A Poet to his Beloved
I bring you with reverent hands

The books of my numberless dreams;

White woman that passion has worn

As the tide wears the dove-gray sands,

And with heart more old than the horn

That is brimmed from the pale fire of time:

White woman with numberless dreams

I bring you my passionate rhyme.


The Everlasting Voices
O sweet everlasting Voices be still;

Go to the guards of the heavenly fold

And bid them wander obeying your will

Flame under flame, till Time be no more;

Have you not heard that our hearts are old,

That you call in birds, in wind on the hill,

In shaken boughs, in tide on the shore?

O sweet everlasting Voices be still.


Into the Twilight
Out-worn heart, in a time out-worn,

Come clear of the nets of wrong and right;

Laugh heart again in the gray twilight,

Sigh, heart, again in the dew of the morn.

Your mother Eire is always young,

Dew ever shining and twilight gray;

Though hope fall from you and love decay,

Burning in fires of a slanderous tongue.

Come, heart, where hill is heaped upon hill:

For there the mystical brotherhood

Of sun and moon and hollow and wood

And river and stream work out their will;

And God stands winding His lonely horn,

And time and the world are ever in flight;

And love is less kind than the gray twilight,

And hope is less dear than the dew of the morn.
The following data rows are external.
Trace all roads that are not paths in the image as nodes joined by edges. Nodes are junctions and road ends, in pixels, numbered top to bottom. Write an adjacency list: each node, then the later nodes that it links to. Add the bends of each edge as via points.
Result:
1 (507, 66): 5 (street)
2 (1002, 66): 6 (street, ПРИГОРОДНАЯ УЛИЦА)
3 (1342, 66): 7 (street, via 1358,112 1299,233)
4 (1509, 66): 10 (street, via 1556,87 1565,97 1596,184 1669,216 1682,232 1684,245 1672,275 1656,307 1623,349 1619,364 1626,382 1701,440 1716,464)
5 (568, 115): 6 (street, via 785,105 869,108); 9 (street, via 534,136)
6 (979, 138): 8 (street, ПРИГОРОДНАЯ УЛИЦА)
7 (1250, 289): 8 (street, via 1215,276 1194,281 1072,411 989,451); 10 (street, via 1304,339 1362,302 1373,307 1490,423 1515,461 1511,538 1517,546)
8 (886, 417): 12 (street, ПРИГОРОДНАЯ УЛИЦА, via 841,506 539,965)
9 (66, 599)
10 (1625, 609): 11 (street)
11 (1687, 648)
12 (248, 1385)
The Song of Wandering Aengus
I went out to the hazel wood,

Because a fire was in my head,

And cut and peeled a hazel wand,

And hooked a berry to a thread;

And when white moths were on the wing,

And moth-like stars were flickering out,

I dropped the berry in a stream

And caught a little silver trout.

When I had laid it on the floor

I went to blow the fire a-flame,

But something rustled on the floor,

And someone called me by my name:

It had become a glimmering girl

With apple blossom in her hair

Who called me by my name and ran

And faded through the brightening air.

Though I am old with wandering

Through hollow lands and hilly lands,

I will find out where she has gone,

And kiss her lips and take her hands;

And walk among long dappled grass,

And pluck till time and times are done,

The silver apples of the moon,

The golden apples of the sun.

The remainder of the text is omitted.